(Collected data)
○ ○ ○ ○ ○
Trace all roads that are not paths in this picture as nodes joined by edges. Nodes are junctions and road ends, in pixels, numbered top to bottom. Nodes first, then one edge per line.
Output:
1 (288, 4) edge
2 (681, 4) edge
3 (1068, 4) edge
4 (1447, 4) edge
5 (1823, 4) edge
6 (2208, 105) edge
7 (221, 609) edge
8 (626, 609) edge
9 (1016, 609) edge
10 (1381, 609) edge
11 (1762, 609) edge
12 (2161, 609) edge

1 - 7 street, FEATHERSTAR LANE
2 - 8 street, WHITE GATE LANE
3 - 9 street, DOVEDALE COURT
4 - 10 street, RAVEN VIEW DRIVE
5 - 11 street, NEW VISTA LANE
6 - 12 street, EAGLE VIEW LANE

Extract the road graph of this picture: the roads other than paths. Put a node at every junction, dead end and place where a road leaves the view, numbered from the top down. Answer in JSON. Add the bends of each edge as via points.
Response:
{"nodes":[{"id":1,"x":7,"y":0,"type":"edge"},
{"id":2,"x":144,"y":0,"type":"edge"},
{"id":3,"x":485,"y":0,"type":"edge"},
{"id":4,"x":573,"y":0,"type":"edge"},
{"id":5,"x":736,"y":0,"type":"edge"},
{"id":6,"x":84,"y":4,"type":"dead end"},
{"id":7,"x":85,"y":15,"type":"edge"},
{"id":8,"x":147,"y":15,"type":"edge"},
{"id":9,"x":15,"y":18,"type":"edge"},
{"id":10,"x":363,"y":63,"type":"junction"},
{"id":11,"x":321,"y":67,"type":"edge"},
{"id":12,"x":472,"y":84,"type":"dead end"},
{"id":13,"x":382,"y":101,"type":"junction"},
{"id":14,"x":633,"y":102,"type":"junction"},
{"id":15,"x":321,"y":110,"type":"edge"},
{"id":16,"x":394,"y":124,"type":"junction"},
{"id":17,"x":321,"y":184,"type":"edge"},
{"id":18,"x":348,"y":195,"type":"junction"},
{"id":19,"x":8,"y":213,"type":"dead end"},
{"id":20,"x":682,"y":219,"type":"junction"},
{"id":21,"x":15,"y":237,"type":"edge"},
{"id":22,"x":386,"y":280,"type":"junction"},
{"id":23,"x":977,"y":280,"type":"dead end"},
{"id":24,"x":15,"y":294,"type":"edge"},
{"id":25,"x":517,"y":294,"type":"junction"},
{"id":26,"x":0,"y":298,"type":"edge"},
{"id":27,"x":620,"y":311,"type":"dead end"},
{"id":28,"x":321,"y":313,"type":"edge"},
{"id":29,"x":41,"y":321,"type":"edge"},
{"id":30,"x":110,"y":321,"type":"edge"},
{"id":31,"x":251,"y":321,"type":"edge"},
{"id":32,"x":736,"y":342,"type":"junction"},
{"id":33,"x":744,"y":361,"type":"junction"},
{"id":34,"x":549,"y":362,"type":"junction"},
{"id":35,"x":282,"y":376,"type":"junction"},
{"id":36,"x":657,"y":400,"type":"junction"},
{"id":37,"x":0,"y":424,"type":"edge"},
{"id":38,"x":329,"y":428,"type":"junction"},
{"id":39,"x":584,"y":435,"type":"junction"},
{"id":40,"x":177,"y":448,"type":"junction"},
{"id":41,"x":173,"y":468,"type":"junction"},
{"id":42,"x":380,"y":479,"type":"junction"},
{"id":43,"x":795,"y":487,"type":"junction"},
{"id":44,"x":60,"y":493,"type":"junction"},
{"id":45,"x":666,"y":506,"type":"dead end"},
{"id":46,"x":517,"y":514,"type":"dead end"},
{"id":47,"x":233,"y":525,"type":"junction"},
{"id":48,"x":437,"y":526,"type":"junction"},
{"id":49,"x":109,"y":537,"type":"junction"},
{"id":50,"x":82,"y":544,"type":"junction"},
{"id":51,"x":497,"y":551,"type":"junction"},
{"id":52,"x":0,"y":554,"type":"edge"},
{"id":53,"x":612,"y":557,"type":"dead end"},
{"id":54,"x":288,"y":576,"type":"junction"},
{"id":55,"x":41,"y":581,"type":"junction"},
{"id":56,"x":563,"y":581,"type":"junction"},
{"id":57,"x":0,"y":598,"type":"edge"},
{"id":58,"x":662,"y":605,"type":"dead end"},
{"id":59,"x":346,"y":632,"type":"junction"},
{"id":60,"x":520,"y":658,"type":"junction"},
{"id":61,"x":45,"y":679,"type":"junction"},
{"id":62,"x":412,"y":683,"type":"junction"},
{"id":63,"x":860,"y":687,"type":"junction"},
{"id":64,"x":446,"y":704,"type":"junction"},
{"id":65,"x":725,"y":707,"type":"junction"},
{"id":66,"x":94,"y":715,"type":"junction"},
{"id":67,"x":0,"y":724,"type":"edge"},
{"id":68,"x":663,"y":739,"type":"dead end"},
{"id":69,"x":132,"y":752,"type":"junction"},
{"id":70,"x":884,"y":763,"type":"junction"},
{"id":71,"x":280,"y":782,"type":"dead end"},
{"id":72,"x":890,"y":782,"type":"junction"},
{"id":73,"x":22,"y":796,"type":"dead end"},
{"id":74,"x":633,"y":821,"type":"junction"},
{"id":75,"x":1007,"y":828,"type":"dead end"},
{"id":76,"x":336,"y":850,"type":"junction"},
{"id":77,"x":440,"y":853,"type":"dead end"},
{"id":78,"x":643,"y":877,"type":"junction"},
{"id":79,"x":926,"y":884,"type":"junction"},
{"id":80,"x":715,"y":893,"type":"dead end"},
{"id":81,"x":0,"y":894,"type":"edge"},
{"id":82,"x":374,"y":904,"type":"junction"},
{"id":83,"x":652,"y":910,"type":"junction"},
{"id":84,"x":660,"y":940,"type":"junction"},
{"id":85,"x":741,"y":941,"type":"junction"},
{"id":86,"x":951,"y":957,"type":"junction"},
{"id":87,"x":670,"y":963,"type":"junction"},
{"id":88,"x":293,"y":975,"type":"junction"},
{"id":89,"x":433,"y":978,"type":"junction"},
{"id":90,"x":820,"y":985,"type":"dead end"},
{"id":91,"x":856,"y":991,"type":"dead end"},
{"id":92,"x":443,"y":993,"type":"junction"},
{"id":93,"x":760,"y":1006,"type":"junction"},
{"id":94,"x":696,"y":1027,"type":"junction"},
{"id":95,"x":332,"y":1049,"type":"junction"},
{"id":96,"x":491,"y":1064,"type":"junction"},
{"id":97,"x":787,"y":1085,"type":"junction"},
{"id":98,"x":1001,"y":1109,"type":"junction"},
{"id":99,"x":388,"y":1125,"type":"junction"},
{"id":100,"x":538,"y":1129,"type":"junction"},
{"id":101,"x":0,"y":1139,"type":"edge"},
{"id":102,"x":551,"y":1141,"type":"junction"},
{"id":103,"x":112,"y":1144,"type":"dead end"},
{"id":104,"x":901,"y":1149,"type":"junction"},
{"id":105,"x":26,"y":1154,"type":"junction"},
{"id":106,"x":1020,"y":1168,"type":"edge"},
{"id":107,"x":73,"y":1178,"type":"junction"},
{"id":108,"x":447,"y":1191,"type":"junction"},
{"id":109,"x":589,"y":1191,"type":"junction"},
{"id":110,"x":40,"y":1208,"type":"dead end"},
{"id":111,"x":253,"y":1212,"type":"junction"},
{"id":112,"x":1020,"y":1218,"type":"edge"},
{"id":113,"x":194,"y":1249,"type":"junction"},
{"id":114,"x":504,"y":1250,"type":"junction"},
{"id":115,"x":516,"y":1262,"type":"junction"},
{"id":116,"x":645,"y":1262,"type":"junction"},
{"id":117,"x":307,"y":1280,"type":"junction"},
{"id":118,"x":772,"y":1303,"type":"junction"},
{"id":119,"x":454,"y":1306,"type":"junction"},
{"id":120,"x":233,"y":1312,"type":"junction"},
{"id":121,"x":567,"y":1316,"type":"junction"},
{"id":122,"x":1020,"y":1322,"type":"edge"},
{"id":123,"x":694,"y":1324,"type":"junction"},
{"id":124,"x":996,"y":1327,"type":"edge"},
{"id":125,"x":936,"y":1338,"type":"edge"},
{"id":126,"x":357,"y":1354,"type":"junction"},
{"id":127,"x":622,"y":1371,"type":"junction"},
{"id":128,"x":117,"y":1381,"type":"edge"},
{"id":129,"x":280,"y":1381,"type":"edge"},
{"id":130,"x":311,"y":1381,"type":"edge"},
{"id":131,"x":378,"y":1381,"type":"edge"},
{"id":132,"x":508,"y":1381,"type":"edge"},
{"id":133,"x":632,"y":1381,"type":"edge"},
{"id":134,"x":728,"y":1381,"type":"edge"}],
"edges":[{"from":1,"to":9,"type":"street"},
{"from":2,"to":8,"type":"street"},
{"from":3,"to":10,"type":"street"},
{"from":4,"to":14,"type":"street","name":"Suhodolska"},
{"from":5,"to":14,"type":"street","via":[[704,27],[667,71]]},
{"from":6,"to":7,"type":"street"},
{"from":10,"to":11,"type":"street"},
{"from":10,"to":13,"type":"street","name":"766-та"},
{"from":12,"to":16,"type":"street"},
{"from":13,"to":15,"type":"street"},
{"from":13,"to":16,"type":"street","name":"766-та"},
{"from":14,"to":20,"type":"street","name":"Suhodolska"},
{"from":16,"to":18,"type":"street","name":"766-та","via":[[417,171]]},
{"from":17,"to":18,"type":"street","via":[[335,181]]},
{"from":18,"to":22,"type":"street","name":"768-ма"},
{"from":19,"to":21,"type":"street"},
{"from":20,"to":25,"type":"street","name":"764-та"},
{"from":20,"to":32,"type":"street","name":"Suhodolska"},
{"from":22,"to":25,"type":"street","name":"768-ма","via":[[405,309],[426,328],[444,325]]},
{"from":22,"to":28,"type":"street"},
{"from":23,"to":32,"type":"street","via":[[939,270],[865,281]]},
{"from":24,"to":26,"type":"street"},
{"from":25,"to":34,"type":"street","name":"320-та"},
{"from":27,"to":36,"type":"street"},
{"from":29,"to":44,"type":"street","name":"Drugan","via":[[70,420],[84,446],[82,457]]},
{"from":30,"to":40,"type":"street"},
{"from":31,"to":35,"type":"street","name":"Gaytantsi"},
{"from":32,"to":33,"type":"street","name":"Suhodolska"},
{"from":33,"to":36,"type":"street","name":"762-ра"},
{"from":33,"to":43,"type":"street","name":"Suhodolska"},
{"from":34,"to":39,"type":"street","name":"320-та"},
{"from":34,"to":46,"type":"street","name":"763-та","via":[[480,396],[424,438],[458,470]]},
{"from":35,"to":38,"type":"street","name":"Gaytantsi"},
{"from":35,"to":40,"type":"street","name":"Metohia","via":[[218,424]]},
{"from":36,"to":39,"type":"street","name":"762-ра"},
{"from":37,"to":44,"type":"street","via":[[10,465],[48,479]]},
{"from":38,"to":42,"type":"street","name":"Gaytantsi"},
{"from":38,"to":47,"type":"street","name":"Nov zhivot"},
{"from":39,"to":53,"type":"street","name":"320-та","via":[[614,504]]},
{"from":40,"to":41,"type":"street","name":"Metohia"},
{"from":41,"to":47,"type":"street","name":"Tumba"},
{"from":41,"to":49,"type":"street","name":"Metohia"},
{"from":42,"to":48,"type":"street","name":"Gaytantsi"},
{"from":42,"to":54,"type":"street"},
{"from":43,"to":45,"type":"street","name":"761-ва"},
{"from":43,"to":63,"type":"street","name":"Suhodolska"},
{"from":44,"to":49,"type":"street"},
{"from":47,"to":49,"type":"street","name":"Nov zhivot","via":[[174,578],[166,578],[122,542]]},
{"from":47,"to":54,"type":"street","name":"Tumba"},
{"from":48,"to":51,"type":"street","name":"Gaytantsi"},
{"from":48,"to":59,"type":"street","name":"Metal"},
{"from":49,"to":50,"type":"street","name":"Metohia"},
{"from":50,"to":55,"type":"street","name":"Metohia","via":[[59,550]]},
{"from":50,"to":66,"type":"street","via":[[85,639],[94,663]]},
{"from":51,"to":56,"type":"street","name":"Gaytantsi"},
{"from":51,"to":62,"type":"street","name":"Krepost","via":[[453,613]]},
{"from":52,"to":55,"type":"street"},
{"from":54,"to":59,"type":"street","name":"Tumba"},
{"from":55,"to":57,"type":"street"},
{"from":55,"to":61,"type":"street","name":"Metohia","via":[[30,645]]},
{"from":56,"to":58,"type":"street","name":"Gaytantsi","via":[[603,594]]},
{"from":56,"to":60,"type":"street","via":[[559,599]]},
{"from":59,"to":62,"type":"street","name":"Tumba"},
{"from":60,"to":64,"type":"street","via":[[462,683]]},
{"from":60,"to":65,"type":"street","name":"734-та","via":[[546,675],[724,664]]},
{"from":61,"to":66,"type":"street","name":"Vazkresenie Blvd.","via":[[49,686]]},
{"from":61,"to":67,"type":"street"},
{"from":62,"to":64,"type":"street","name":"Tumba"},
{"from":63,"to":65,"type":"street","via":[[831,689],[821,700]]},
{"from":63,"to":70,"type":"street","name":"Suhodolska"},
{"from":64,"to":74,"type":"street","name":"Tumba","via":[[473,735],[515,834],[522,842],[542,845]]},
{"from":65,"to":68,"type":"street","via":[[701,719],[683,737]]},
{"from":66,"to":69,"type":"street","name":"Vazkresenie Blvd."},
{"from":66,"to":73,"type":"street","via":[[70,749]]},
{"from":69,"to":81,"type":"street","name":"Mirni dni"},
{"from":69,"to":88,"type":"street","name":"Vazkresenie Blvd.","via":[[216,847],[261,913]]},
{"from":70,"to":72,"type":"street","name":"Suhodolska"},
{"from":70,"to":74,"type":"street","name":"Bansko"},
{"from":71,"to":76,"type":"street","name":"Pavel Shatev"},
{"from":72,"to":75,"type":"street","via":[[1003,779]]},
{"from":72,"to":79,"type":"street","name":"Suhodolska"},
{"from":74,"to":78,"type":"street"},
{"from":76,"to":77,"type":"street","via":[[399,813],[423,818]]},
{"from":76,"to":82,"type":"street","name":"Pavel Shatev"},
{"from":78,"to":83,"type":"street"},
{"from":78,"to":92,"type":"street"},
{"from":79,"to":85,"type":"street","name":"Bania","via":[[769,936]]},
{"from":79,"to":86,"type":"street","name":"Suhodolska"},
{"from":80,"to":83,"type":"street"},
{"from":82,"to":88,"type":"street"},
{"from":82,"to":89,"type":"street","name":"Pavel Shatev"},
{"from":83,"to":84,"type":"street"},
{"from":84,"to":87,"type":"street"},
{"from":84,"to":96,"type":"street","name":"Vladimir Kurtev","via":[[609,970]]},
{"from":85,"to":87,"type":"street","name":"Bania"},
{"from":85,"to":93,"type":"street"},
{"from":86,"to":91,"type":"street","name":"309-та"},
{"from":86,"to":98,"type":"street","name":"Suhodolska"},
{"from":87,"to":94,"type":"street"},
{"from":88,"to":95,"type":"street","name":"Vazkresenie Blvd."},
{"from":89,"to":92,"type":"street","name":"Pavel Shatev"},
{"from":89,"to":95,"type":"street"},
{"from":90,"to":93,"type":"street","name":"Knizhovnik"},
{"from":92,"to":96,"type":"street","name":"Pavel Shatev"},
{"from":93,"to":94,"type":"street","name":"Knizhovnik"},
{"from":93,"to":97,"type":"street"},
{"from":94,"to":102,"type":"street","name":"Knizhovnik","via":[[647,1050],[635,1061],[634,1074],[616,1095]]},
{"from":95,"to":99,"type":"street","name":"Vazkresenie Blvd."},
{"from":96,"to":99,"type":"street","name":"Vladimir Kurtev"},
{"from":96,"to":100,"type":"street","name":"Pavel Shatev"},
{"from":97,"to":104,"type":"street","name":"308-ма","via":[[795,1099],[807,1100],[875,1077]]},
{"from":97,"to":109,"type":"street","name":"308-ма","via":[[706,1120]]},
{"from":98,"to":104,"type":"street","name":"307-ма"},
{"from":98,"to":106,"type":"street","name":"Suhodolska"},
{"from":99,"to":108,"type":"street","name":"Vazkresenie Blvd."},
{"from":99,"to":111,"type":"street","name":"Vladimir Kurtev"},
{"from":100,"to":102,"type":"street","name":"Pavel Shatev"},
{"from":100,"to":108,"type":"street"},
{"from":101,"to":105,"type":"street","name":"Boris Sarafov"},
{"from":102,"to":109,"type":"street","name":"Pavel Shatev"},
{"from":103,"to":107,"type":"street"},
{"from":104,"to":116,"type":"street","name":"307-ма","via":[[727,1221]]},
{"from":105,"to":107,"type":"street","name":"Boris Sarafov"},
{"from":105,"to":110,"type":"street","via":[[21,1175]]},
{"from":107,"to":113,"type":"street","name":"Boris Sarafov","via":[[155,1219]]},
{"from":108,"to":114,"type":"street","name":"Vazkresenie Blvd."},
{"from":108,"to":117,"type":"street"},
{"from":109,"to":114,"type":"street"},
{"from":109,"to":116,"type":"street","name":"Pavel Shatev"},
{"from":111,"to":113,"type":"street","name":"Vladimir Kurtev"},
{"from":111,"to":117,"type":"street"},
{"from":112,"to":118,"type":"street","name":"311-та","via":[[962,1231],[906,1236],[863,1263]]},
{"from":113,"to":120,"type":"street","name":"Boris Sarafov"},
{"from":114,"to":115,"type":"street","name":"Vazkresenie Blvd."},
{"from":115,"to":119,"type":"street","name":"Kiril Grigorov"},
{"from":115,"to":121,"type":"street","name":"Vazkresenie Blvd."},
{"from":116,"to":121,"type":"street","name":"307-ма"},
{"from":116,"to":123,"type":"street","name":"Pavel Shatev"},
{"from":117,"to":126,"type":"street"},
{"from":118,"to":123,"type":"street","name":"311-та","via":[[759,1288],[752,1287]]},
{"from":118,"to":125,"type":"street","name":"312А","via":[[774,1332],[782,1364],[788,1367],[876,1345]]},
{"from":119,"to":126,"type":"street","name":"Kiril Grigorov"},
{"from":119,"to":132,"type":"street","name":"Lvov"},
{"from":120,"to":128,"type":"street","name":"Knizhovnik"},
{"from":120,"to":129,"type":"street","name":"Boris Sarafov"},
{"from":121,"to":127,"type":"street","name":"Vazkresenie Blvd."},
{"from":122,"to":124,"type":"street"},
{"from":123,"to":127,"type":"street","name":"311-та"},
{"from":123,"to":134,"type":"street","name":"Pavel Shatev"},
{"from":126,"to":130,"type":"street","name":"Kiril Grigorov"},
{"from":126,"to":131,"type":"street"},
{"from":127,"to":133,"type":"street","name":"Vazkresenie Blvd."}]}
○ ○ ○ ○ ○
WHAT THIS TASK INVOLVES:
Copy out the lines above with "nodes" in them.

WRITTEN REPLY:
Trace all roads that are not paths in this picture as nodes joined by edges. Nodes are junctions and road ends, in pixels, numbered top to bottom. Nodes first, then one edge per line.
{"nodes":[{"id":1,"x":7,"y":0,"type":"edge"},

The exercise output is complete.